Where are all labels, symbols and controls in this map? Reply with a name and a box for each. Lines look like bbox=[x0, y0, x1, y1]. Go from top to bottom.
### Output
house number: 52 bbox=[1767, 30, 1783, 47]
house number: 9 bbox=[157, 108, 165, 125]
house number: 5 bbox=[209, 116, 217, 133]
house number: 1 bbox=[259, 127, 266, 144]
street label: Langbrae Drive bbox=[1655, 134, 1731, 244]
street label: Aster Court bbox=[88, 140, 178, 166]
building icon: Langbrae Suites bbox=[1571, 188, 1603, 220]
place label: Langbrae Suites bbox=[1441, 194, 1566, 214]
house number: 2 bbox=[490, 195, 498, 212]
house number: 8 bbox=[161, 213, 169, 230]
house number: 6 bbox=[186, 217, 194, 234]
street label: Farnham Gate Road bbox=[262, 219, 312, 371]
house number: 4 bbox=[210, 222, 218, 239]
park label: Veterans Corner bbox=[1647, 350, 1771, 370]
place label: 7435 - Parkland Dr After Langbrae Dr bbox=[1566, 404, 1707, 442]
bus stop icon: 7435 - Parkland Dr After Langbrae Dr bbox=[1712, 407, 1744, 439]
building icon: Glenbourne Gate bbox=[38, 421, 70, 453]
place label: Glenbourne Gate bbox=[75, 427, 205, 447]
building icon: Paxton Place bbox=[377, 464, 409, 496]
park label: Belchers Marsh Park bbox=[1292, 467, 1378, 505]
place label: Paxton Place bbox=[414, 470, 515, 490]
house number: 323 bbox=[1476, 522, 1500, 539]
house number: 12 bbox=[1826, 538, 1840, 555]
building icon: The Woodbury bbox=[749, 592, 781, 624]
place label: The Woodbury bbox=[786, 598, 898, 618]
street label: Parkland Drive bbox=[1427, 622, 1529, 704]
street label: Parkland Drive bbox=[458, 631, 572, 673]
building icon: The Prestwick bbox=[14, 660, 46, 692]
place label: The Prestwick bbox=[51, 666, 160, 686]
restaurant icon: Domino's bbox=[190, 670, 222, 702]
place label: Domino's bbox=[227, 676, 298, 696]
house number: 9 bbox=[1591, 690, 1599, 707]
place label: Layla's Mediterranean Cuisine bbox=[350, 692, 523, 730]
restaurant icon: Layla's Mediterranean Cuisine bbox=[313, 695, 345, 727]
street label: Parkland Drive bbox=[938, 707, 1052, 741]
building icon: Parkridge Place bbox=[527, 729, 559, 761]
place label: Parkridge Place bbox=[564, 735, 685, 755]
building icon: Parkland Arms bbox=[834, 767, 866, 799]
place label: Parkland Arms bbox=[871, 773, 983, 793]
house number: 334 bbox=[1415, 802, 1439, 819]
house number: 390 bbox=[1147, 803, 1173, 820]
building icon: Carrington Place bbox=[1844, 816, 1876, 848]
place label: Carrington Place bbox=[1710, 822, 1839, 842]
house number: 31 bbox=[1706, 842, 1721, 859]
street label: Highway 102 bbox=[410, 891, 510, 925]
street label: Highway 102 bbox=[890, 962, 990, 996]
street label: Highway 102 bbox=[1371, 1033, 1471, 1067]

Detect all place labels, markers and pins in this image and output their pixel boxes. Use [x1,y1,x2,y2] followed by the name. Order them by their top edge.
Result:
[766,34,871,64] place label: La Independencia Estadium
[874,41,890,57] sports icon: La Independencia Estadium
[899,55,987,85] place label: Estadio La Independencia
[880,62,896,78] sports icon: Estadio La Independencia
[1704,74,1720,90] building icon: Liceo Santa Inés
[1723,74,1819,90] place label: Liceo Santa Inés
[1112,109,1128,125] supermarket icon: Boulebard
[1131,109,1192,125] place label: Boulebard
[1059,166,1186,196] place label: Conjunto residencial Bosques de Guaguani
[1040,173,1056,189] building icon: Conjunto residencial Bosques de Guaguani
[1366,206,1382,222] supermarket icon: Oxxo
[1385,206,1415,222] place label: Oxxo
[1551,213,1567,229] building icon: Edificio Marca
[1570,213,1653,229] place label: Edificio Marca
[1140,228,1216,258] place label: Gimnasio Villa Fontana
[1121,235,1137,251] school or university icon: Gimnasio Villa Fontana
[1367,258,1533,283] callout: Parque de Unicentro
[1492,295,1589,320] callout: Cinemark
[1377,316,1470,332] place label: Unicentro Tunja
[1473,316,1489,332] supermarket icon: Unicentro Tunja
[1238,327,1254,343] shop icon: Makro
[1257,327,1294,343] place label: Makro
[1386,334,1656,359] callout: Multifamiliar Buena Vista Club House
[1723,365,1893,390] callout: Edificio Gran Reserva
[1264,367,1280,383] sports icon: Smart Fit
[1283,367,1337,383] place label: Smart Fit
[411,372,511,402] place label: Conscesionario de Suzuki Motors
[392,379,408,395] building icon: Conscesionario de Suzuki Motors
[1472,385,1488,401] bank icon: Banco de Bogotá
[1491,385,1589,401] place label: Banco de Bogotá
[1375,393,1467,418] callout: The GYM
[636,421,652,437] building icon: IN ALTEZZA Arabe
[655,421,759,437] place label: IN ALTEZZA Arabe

+ + + +

TASK DETAILS → If a line in the records contains "Villa", report it.

TASK OUTPUT →
[1140,228,1216,258] place label: Gimnasio Villa Fontana
[1121,235,1137,251] school or university icon: Gimnasio Villa Fontana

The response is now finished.